The Perl Toolchain Summit needs more sponsors. If your company depends on Perl, please support this very important event.
*******************************************************************************

		        README.txt FOR Testing wordvec.pl

                               Version 0.3
                         Copyright (C) 2002-2004
                       Ted Pedersen, tpederse@umn.edu
                    Amruta Purandare amruta@cs.pitt.edu
                       University of Minnesota, Duluth

*******************************************************************************


Testing for wordvec.pl
------------------------

AMRUTA PURANDARE
amruta@cs.pitt.edu
05/31/2004


1. Introduction: 
----------------

This program is a component of the SenseClusters package that constructs 
word vectors. The scripts and files provided here could be used to test 
the correct behaviour of the program and backward compatibility. 

2. Tests:
----------

2.1 Normal conditions:
----------------------

Tests written in testA*.sh test wordvec.pl under normal conditions.

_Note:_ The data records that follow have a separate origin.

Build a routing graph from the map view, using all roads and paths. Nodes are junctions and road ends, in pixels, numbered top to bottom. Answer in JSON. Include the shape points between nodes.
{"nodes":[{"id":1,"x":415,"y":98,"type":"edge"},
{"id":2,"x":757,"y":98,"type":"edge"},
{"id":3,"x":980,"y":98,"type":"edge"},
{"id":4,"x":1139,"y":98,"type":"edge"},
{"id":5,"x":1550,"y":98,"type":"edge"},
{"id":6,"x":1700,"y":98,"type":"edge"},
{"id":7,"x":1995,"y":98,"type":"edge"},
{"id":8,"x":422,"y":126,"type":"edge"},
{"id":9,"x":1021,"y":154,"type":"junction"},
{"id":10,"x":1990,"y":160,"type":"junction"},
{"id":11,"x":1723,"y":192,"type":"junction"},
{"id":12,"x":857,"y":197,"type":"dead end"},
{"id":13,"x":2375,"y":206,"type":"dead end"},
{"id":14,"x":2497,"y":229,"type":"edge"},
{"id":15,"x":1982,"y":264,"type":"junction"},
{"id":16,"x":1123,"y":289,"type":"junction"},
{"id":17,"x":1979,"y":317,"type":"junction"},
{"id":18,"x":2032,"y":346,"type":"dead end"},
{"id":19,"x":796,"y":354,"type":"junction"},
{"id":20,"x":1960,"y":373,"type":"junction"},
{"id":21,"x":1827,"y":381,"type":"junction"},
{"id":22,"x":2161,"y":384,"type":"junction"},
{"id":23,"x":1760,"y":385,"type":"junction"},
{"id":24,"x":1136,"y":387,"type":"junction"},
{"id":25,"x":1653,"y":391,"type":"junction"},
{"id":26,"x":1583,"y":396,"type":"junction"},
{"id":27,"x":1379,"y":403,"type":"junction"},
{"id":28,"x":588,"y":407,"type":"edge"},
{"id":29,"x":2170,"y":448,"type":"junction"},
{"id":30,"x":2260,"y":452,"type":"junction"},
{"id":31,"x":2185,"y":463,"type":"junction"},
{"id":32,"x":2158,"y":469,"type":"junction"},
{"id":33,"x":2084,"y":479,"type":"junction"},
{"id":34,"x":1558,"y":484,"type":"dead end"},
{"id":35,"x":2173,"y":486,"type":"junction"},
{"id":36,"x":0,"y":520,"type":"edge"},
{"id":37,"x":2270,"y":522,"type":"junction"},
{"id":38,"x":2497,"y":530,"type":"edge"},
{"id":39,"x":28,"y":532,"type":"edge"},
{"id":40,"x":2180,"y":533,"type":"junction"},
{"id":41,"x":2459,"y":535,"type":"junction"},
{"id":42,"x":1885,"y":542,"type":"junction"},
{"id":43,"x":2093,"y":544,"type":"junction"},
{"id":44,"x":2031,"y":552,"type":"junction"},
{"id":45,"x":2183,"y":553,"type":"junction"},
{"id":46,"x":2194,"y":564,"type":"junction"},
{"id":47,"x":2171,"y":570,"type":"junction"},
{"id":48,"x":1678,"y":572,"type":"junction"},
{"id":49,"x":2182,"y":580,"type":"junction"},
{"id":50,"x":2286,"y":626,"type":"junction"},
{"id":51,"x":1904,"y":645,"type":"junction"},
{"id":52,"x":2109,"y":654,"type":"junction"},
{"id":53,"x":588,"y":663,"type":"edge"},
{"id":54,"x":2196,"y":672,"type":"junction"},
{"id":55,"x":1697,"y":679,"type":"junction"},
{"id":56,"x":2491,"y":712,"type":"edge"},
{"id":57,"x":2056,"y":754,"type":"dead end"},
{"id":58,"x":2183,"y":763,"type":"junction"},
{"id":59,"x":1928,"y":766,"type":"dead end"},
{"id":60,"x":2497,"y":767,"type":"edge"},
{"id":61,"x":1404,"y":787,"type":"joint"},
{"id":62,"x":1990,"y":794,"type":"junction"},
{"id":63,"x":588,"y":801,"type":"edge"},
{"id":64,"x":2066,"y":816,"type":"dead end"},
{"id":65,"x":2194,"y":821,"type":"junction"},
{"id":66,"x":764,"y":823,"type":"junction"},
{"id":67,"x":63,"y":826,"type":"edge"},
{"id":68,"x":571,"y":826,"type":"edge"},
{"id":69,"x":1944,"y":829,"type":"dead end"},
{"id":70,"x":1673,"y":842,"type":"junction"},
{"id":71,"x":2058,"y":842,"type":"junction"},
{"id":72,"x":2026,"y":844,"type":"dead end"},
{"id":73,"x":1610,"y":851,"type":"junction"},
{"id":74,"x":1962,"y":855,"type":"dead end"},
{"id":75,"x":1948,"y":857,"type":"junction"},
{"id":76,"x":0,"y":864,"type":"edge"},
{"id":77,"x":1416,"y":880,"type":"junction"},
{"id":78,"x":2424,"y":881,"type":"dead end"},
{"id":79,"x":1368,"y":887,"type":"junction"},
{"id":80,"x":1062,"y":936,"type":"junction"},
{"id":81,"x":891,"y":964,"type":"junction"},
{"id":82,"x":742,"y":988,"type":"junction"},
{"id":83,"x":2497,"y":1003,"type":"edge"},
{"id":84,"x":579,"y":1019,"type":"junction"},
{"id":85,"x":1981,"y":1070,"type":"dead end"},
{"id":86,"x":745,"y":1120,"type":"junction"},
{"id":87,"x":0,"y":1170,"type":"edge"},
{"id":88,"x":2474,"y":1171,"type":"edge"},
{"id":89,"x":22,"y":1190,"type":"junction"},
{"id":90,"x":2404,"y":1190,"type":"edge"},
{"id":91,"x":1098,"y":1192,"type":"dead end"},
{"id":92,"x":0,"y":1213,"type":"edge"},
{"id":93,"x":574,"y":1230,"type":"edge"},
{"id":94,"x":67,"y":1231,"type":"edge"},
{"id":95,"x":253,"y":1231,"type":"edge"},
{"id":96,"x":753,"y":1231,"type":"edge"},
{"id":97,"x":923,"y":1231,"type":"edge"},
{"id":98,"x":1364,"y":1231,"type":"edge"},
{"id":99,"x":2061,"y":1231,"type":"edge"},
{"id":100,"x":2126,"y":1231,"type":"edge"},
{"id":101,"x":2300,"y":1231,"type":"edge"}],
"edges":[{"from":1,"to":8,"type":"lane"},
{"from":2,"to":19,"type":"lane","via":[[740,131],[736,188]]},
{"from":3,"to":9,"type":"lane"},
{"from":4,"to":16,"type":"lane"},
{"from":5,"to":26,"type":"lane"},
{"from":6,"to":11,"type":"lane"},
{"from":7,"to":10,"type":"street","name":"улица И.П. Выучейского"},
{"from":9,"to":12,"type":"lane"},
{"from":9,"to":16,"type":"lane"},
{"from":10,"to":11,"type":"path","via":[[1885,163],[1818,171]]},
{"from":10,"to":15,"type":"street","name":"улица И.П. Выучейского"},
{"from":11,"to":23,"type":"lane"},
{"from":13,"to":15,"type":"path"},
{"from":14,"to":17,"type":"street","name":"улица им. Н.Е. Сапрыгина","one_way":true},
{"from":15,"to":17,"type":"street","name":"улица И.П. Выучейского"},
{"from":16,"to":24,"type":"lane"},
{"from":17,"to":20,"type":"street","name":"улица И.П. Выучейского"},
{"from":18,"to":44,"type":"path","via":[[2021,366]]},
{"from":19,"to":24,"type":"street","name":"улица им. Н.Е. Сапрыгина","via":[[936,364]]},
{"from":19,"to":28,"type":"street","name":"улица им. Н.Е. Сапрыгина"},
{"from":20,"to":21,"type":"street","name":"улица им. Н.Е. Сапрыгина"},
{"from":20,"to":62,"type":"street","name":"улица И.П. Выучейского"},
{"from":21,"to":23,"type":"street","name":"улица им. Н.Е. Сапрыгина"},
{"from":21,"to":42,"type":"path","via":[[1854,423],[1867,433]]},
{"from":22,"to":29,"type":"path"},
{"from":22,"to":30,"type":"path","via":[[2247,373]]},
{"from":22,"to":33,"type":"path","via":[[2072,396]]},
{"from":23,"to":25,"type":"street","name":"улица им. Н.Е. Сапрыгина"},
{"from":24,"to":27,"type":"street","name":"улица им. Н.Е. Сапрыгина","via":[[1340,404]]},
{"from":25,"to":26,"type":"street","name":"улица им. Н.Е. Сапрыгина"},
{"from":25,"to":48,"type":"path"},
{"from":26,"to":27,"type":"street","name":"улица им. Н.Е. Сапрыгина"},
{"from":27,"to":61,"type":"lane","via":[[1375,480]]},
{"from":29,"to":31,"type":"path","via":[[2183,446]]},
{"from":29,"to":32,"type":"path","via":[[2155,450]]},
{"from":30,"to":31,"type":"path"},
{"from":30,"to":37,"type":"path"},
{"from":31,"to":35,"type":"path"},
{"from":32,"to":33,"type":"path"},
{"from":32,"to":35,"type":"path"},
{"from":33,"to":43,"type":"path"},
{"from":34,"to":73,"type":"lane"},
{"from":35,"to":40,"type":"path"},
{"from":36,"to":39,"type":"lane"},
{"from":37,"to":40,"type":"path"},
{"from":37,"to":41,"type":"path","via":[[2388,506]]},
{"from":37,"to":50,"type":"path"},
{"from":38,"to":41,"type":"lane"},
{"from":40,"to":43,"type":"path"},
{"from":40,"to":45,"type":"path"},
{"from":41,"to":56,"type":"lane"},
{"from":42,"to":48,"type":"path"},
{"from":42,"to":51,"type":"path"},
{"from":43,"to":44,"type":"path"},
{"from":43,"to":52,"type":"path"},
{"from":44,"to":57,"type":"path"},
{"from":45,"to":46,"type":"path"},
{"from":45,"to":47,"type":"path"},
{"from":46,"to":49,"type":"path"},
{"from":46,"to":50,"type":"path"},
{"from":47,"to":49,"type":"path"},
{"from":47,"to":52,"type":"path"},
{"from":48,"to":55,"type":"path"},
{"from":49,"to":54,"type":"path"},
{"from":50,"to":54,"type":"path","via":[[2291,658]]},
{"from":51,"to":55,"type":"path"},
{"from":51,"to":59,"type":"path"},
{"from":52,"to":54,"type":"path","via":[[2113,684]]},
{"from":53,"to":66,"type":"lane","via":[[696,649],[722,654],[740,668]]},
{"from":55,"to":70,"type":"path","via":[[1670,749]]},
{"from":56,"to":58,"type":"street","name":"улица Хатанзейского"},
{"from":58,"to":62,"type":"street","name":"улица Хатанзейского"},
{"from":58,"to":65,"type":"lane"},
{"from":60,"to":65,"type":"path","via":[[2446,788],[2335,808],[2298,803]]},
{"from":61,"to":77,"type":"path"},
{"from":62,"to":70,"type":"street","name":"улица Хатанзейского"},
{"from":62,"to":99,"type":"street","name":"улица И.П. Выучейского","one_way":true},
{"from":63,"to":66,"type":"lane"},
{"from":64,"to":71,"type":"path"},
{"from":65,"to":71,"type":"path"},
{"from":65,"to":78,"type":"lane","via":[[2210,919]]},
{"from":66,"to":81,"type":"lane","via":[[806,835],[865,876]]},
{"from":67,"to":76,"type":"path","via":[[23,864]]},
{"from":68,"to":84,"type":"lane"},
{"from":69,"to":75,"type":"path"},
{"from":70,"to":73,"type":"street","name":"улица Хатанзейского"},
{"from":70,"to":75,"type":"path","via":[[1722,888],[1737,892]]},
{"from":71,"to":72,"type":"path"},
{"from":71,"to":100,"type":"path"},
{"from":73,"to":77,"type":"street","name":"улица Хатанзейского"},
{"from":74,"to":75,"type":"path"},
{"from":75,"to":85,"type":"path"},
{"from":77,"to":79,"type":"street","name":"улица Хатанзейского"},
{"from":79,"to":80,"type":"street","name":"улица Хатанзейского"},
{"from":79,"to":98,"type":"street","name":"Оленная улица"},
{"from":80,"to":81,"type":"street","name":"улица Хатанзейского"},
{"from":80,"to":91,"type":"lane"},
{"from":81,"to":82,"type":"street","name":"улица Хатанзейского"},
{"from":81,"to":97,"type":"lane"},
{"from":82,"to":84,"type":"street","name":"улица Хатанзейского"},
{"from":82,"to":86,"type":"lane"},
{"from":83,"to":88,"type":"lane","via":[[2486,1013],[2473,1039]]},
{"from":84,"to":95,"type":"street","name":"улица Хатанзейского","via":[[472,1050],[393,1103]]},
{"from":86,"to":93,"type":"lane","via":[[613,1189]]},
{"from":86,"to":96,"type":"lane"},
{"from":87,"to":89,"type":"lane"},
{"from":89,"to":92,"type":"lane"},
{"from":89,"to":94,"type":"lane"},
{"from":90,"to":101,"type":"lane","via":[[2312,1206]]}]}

Tests A1-A10 test wordvec when the feature file does not exist and is to be 
automatically created by wordvec, while tests A11-20 run the same tests as
A1-A10 but when the features file is provided by the user.

Test A1  :
Test A11 :	 Tests wordvec when input is created by combig

Test A2  :
Test A12 :	 Tests wordvec when input is created by count

Test A3  :
Test A13 :	 Tests wordvec when input is created by statistic

Test A4  :
Test A14 :	 Tests wordvec when bigrams include punctuations like
		 period, comma

Test A5  :
Test A15 :	 Tests wordvec on Hindi transliterated data

Test A6  :
Test A16 :	 Tests wordvec when each token in a bigram is a word pair

Test A7  :
Test A17 :	 Tests wordvec on data containing phone nos and email ids

Test A8  :
Test A18 :	 Tests wordvec's --binary option

Test A9  :
Test A19 :	 Tests --extarget option in wordvec

Test A10 :
Test A20 :	 Simple test added after adding sparse support. Uses sample
		 bigrams from Serve data


Each of the above tests actually runs several tests that test options 
--wordorder and --dense internally within the test. Expected test results 
that end with 
	1. test-A*a*.reqd - run wordvec with --wordorder = follow 
	2. test-A*b*.reqd - run wordvec with --wordorder = precede
	3. test-A*c*.reqd - run wordvec with --wordorder = nocare
	4. test-A*1.reqd - run wordvec with --dense
	5. test-A*2.reqd - run wordvec without --dense

2.2 Error conditions:
----------------------

Tests written in testB*.sh test wordvec.pl under error conditions.

Test B1:        Tests wordvec under the floating point over/under flow errors.

3. Conclusions:
---------------

We have tested program wordvec.pl enough to conclude that it runs correctly.
We have also provided the test scripts so that future versions of 
wordvec.pl can be compared to the current version against these scripts.